Happy ‘Good Enough’ Mother’s Day

From the very start, a mom’s love holds us up and never lets go.
Hallmark Card – $3.99

One hundred and forty-one million of us will send our mothers flowery, emotion-filled Mother’s Day cards this month without thinking about how complicated an occupation motherhood is. And I’m not so sure that’s entirely a good thing.

Motherhood is a difficult job with a harsh requirement that is decidedly unsentimental, as in ultimately nudging the fledgling out of the nest with your fingers crossed that the chick will fly!

Being a mother is a constant seesawing between helping the child succeed and allowing him/her to go it alone. The same qualities that make a wonderful mother to a dependent infant can actually be harmful to the son/daughter on the brink of adulthood.

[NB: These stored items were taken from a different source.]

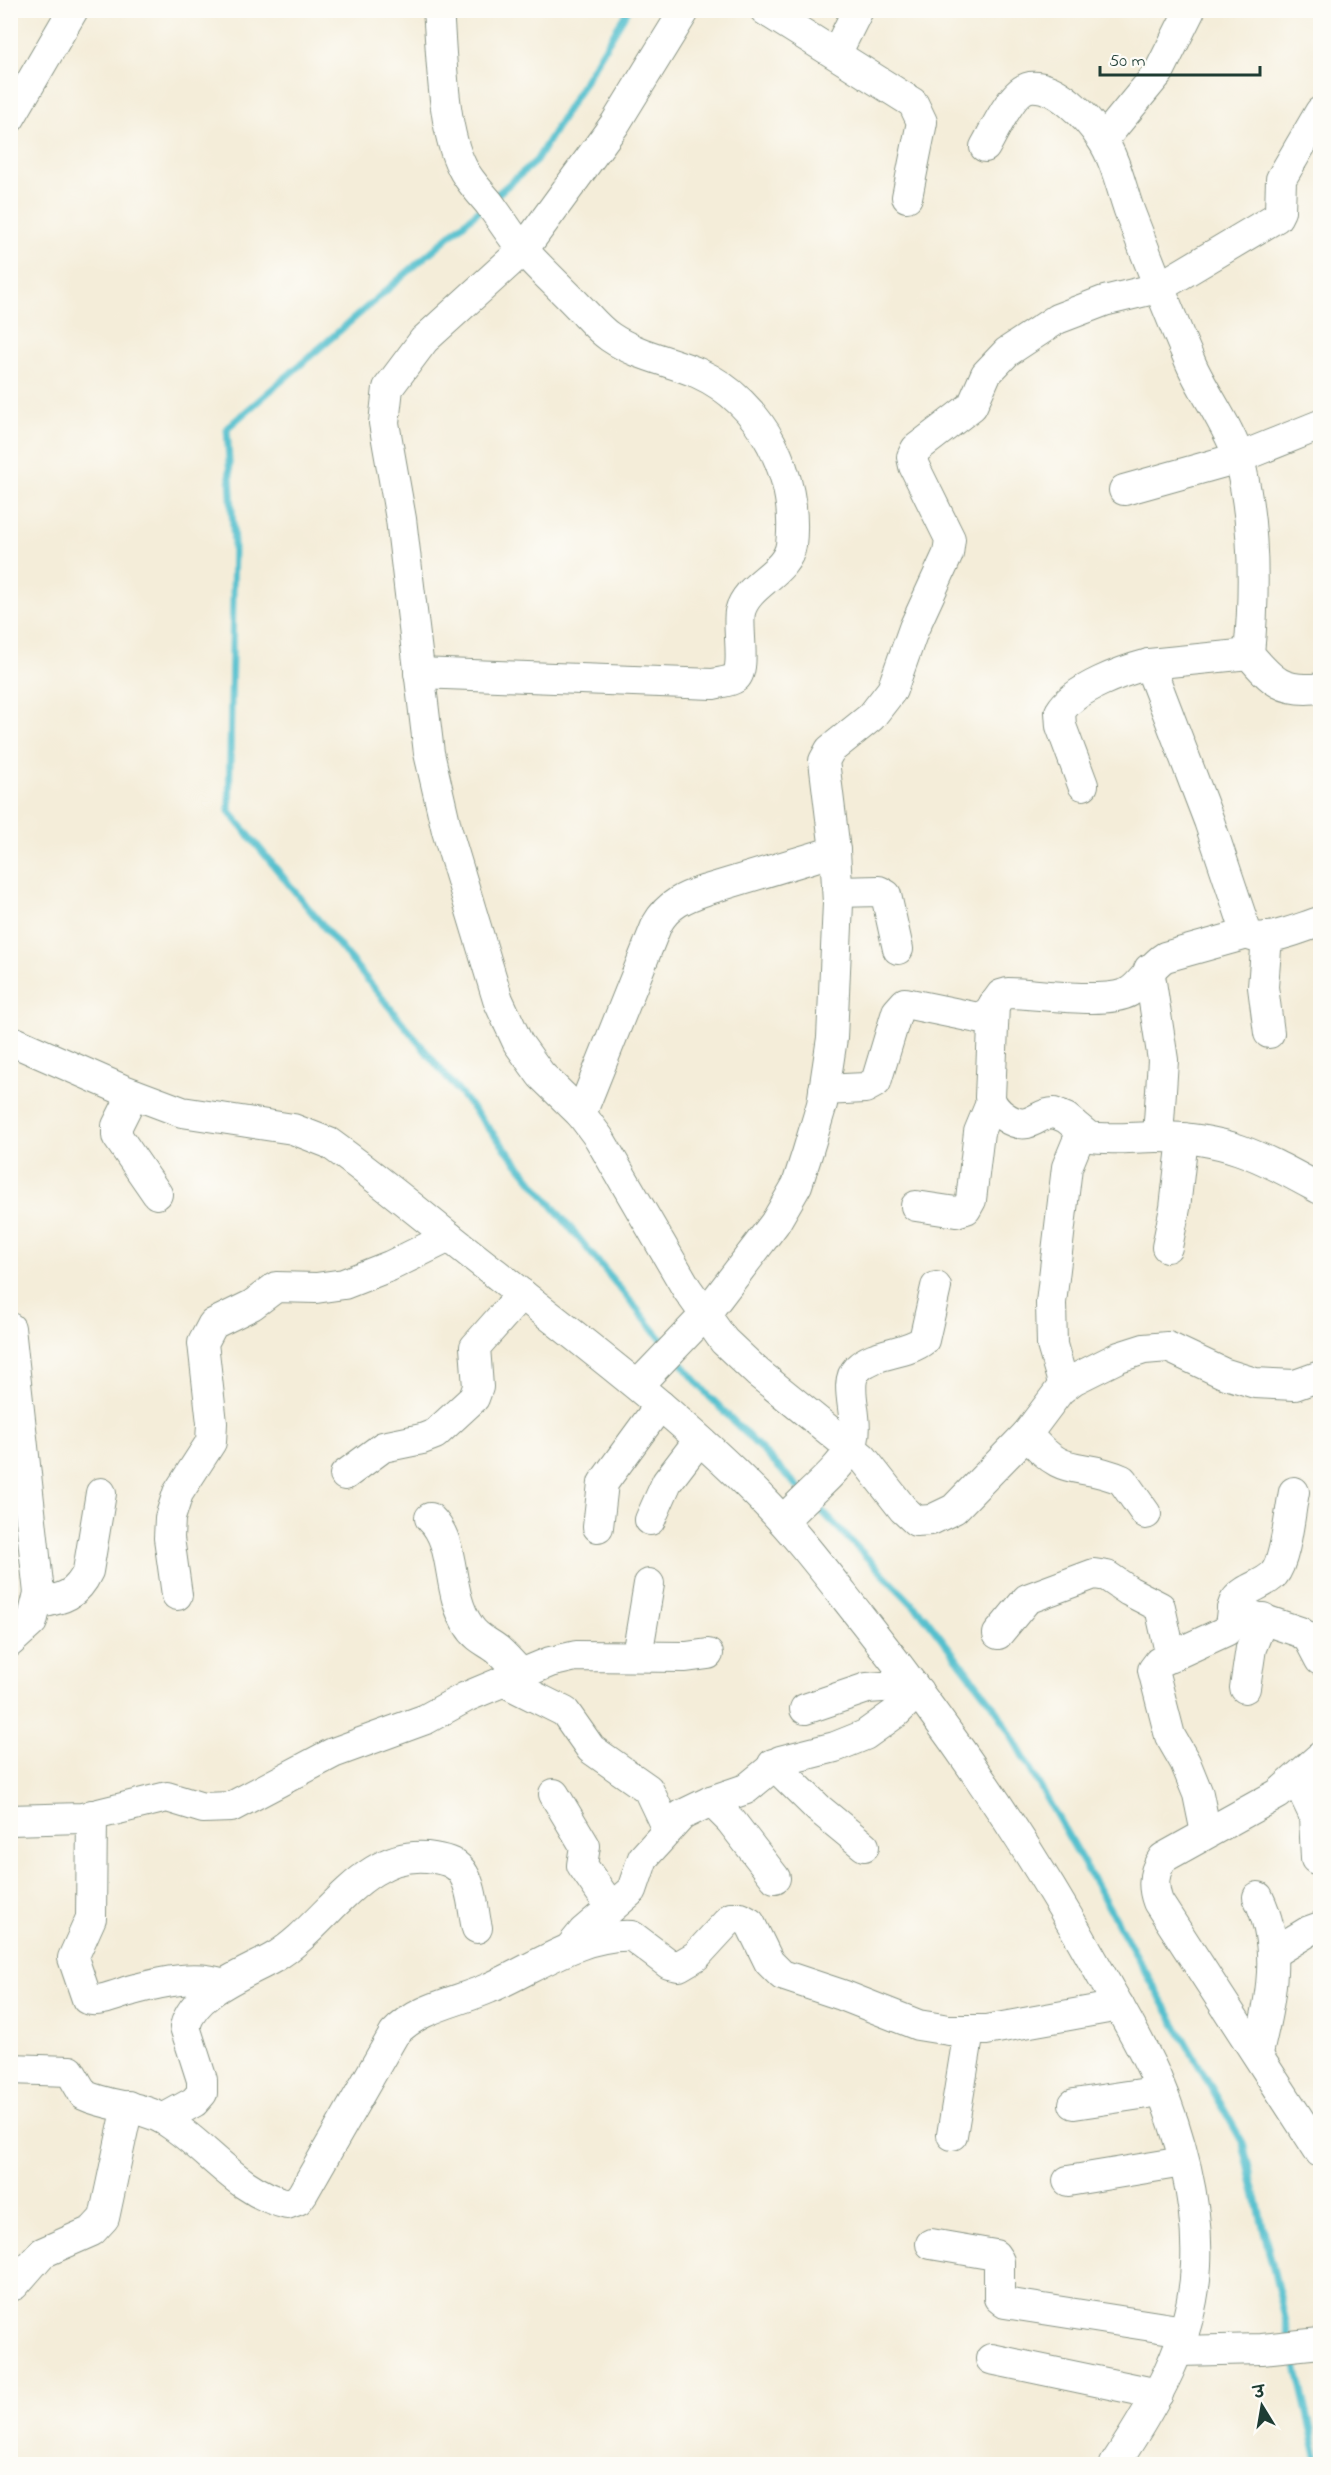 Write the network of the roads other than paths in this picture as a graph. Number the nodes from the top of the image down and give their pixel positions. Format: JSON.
{"nodes":[{"id":1,"x":73,"y":10,"type":"edge"},
{"id":2,"x":438,"y":10,"type":"edge"},
{"id":3,"x":685,"y":10,"type":"edge"},
{"id":4,"x":765,"y":10,"type":"edge"},
{"id":5,"x":858,"y":10,"type":"edge"},
{"id":6,"x":1190,"y":10,"type":"edge"},
{"id":7,"x":836,"y":54,"type":"junction"},
{"id":8,"x":21,"y":79,"type":"edge"},
{"id":9,"x":1320,"y":112,"type":"edge"},
{"id":10,"x":10,"y":118,"type":"edge"},
{"id":11,"x":1103,"y":140,"type":"junction"},
{"id":12,"x":985,"y":147,"type":"dead end"},
{"id":13,"x":907,"y":197,"type":"dead end"},
{"id":14,"x":518,"y":242,"type":"junction"},
{"id":15,"x":1158,"y":288,"type":"junction"},
{"id":16,"x":1320,"y":425,"type":"edge"},
{"id":17,"x":1238,"y":458,"type":"junction"},
{"id":18,"x":1124,"y":490,"type":"dead end"},
{"id":19,"x":1249,"y":654,"type":"junction"},
{"id":20,"x":1149,"y":664,"type":"junction"},
{"id":21,"x":419,"y":674,"type":"junction"},
{"id":22,"x":1320,"y":688,"type":"edge"},
{"id":23,"x":1083,"y":785,"type":"dead end"},
{"id":24,"x":835,"y":852,"type":"junction"},
{"id":25,"x":838,"y":892,"type":"junction"},
{"id":26,"x":1320,"y":922,"type":"edge"},
{"id":27,"x":1257,"y":935,"type":"junction"},
{"id":28,"x":898,"y":949,"type":"dead end"},
{"id":29,"x":1149,"y":969,"type":"junction"},
{"id":30,"x":994,"y":1004,"type":"junction"},
{"id":31,"x":1269,"y":1033,"type":"dead end"},
{"id":32,"x":10,"y":1040,"type":"edge"},
{"id":33,"x":824,"y":1090,"type":"junction"},
{"id":34,"x":133,"y":1094,"type":"junction"},
{"id":35,"x":991,"y":1103,"type":"junction"},
{"id":36,"x":581,"y":1114,"type":"junction"},
{"id":37,"x":1081,"y":1133,"type":"junction"},
{"id":38,"x":1171,"y":1137,"type":"junction"},
{"id":39,"x":1320,"y":1189,"type":"edge"},
{"id":40,"x":157,"y":1194,"type":"dead end"},
{"id":41,"x":916,"y":1206,"type":"dead end"},
{"id":42,"x":449,"y":1237,"type":"junction"},
{"id":43,"x":1167,"y":1247,"type":"dead end"},
{"id":44,"x":936,"y":1287,"type":"dead end"},
{"id":45,"x":522,"y":1294,"type":"junction"},
{"id":46,"x":698,"y":1321,"type":"junction"},
{"id":47,"x":10,"y":1329,"type":"edge"},
{"id":48,"x":1320,"y":1376,"type":"edge"},
{"id":49,"x":642,"y":1381,"type":"junction"},
{"id":50,"x":1064,"y":1386,"type":"junction"},
{"id":51,"x":660,"y":1406,"type":"junction"},
{"id":52,"x":1027,"y":1434,"type":"junction"},
{"id":53,"x":699,"y":1440,"type":"junction"},
{"id":54,"x":843,"y":1458,"type":"junction"},
{"id":55,"x":345,"y":1475,"type":"dead end"},
{"id":56,"x":1294,"y":1492,"type":"dead end"},
{"id":57,"x":101,"y":1493,"type":"dead end"},
{"id":58,"x":791,"y":1512,"type":"junction"},
{"id":59,"x":1146,"y":1514,"type":"dead end"},
{"id":60,"x":430,"y":1518,"type":"dead end"},
{"id":61,"x":650,"y":1520,"type":"dead end"},
{"id":62,"x":597,"y":1527,"type":"dead end"},
{"id":63,"x":649,"y":1584,"type":"dead end"},
{"id":64,"x":177,"y":1594,"type":"dead end"},
{"id":65,"x":39,"y":1603,"type":"junction"},
{"id":66,"x":1232,"y":1609,"type":"junction"},
{"id":67,"x":1263,"y":1618,"type":"junction"},
{"id":68,"x":998,"y":1634,"type":"dead end"},
{"id":69,"x":13,"y":1649,"type":"edge"},
{"id":70,"x":708,"y":1654,"type":"dead end"},
{"id":71,"x":637,"y":1656,"type":"junction"},
{"id":72,"x":1171,"y":1657,"type":"junction"},
{"id":73,"x":1320,"y":1660,"type":"edge"},
{"id":74,"x":512,"y":1678,"type":"junction"},
{"id":75,"x":916,"y":1688,"type":"junction"},
{"id":76,"x":1245,"y":1689,"type":"dead end"},
{"id":77,"x":805,"y":1709,"type":"dead end"},
{"id":78,"x":773,"y":1764,"type":"junction"},
{"id":79,"x":1311,"y":1770,"type":"edge"},
{"id":80,"x":554,"y":1794,"type":"dead end"},
{"id":81,"x":711,"y":1800,"type":"junction"},
{"id":82,"x":92,"y":1815,"type":"junction"},
{"id":83,"x":10,"y":1820,"type":"edge"},
{"id":84,"x":667,"y":1829,"type":"junction"},
{"id":85,"x":1206,"y":1833,"type":"junction"},
{"id":86,"x":864,"y":1846,"type":"dead end"},
{"id":87,"x":1316,"y":1859,"type":"dead end"},
{"id":88,"x":775,"y":1878,"type":"dead end"},
{"id":89,"x":1258,"y":1897,"type":"dead end"},
{"id":90,"x":611,"y":1907,"type":"junction"},
{"id":91,"x":1320,"y":1927,"type":"edge"},
{"id":92,"x":477,"y":1928,"type":"dead end"},
{"id":93,"x":568,"y":1951,"type":"junction"},
{"id":94,"x":1273,"y":1953,"type":"junction"},
{"id":95,"x":223,"y":1984,"type":"junction"},
{"id":96,"x":1119,"y":2006,"type":"junction"},
{"id":97,"x":969,"y":2031,"type":"junction"},
{"id":98,"x":1258,"y":2053,"type":"junction"},
{"id":99,"x":10,"y":2069,"type":"edge"},
{"id":100,"x":1161,"y":2091,"type":"junction"},
{"id":101,"x":1074,"y":2104,"type":"dead end"},
{"id":102,"x":128,"y":2106,"type":"junction"},
{"id":103,"x":163,"y":2120,"type":"junction"},
{"id":104,"x":952,"y":2135,"type":"dead end"},
{"id":105,"x":1320,"y":2149,"type":"edge"},
{"id":106,"x":1183,"y":2162,"type":"junction"},
{"id":107,"x":1068,"y":2181,"type":"dead end"},
{"id":108,"x":931,"y":2244,"type":"dead end"},
{"id":109,"x":12,"y":2285,"type":"edge"},
{"id":110,"x":43,"y":2289,"type":"dead end"},
{"id":111,"x":1182,"y":2341,"type":"junction"},
{"id":112,"x":1320,"y":2343,"type":"edge"},
{"id":113,"x":991,"y":2360,"type":"dead end"},
{"id":114,"x":1158,"y":2394,"type":"junction"},
{"id":115,"x":1115,"y":2464,"type":"edge"}],
"edges":[{"from":1,"to":8,"type":"street"},
{"from":2,"to":14,"type":"street"},
{"from":3,"to":14,"type":"street"},
{"from":4,"to":7,"type":"street"},
{"from":5,"to":7,"type":"street"},
{"from":6,"to":11,"type":"street"},
{"from":7,"to":13,"type":"street"},
{"from":8,"to":10,"type":"street"},
{"from":9,"to":15,"type":"street"},
{"from":11,"to":12,"type":"street"},
{"from":11,"to":15,"type":"street"},
{"from":14,"to":21,"type":"street"},
{"from":14,"to":21,"type":"street"},
{"from":15,"to":17,"type":"street"},
{"from":15,"to":24,"type":"street"},
{"from":16,"to":17,"type":"street"},
{"from":17,"to":18,"type":"street"},
{"from":17,"to":19,"type":"street"},
{"from":19,"to":20,"type":"street"},
{"from":19,"to":22,"type":"street"},
{"from":20,"to":23,"type":"street"},
{"from":20,"to":27,"type":"street"},
{"from":21,"to":36,"type":"street"},
{"from":24,"to":25,"type":"street"},
{"from":24,"to":36,"type":"street"},
{"from":25,"to":28,"type":"street"},
{"from":25,"to":33,"type":"street"},
{"from":26,"to":27,"type":"street"},
{"from":27,"to":29,"type":"street"},
{"from":27,"to":31,"type":"street"},
{"from":29,"to":30,"type":"street"},
{"from":29,"to":38,"type":"street"},
{"from":30,"to":33,"type":"street"},
{"from":30,"to":35,"type":"street"},
{"from":32,"to":34,"type":"street"},
{"from":33,"to":46,"type":"street"},
{"from":34,"to":40,"type":"street"},
{"from":34,"to":42,"type":"street"},
{"from":35,"to":37,"type":"street"},
{"from":35,"to":41,"type":"street"},
{"from":36,"to":46,"type":"street"},
{"from":37,"to":38,"type":"street"},
{"from":37,"to":50,"type":"street"},
{"from":38,"to":39,"type":"street"},
{"from":38,"to":43,"type":"street"},
{"from":42,"to":45,"type":"street"},
{"from":42,"to":64,"type":"street"},
{"from":44,"to":54,"type":"street"},
{"from":45,"to":49,"type":"street"},
{"from":45,"to":55,"type":"street"},
{"from":46,"to":49,"type":"street"},
{"from":46,"to":54,"type":"street"},
{"from":47,"to":65,"type":"street"},
{"from":48,"to":50,"type":"street"},
{"from":49,"to":51,"type":"street"},
{"from":50,"to":52,"type":"street"},
{"from":51,"to":53,"type":"street"},
{"from":51,"to":62,"type":"street"},
{"from":52,"to":54,"type":"street"},
{"from":52,"to":59,"type":"street"},
{"from":53,"to":58,"type":"street"},
{"from":53,"to":61,"type":"street"},
{"from":54,"to":58,"type":"street"},
{"from":56,"to":66,"type":"street"},
{"from":57,"to":65,"type":"street"},
{"from":58,"to":75,"type":"street"},
{"from":60,"to":74,"type":"street"},
{"from":63,"to":71,"type":"street"},
{"from":65,"to":69,"type":"street"},
{"from":66,"to":67,"type":"street"},
{"from":66,"to":72,"type":"street"},
{"from":67,"to":73,"type":"street"},
{"from":67,"to":76,"type":"street"},
{"from":68,"to":72,"type":"street"},
{"from":70,"to":71,"type":"street"},
{"from":71,"to":74,"type":"street"},
{"from":72,"to":85,"type":"street"},
{"from":74,"to":82,"type":"street"},
{"from":74,"to":84,"type":"street"},
{"from":75,"to":77,"type":"street"},
{"from":75,"to":78,"type":"street"},
{"from":75,"to":96,"type":"street"},
{"from":78,"to":81,"type":"street"},
{"from":78,"to":86,"type":"street"},
{"from":79,"to":85,"type":"street"},
{"from":79,"to":87,"type":"street"},
{"from":80,"to":90,"type":"street"},
{"from":81,"to":84,"type":"street"},
{"from":81,"to":88,"type":"street"},
{"from":82,"to":83,"type":"street"},
{"from":82,"to":95,"type":"street"},
{"from":84,"to":90,"type":"street"},
{"from":85,"to":98,"type":"street"},
{"from":89,"to":94,"type":"street"},
{"from":90,"to":93,"type":"street"},
{"from":91,"to":94,"type":"street"},
{"from":92,"to":95,"type":"street"},
{"from":93,"to":97,"type":"street"},
{"from":93,"to":103,"type":"street"},
{"from":94,"to":98,"type":"street"},
{"from":95,"to":103,"type":"street"},
{"from":96,"to":97,"type":"street"},
{"from":96,"to":100,"type":"street"},
{"from":97,"to":104,"type":"street"},
{"from":98,"to":105,"type":"street"},
{"from":99,"to":102,"type":"street"},
{"from":100,"to":101,"type":"street"},
{"from":100,"to":106,"type":"street"},
{"from":102,"to":103,"type":"street"},
{"from":102,"to":109,"type":"street"},
{"from":106,"to":107,"type":"street"},
{"from":106,"to":111,"type":"street"},
{"from":108,"to":111,"type":"street"},
{"from":109,"to":110,"type":"street"},
{"from":111,"to":112,"type":"street"},
{"from":111,"to":114,"type":"street"},
{"from":113,"to":114,"type":"street"},
{"from":114,"to":115,"type":"street"}]}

Being protective and clucking over your child can be appropriate at one stage but not at another when almost imperceptibly the previously suitable behavior slips into smothering and enabling. The dilemma is figuring out when that time arrives because one day you’ll be helping your toddler button her sweater and seemingly the next day your teenaged stranger won’t let you into her room.

It is wholly fitting and genuinely loving to celebrate our mothers and acknowledge their selfless devotion to their families. However, the task of nurturing a child to adulthood is not all talc and chocolate chip cookies. The good mother is in reality a “good enough” mother, a phrase made famous by psychoanalyst Donald Winnicott.

Simply stated, the Good Enough Mother is not a romanticized stereotype, she is multi-dimensional, having feelings and attitudes ranging from complete dedication to periodic resentment. Moms are human. They have their own emotional baggage to set aside, and can unwittingly see their children as extensions of their own ambitions.

But always, at heart, the mother’s goal is to provide her child with emotional and physical care, which makes it difficult to accept that children learn by their own mistakes. Difficult as the decision is, at some point in time the chicks must be allowed to fly from the nest.

Perhaps a more appropriate Mother’s Day card would read: “Mom, thanks for the roots… and the wings.”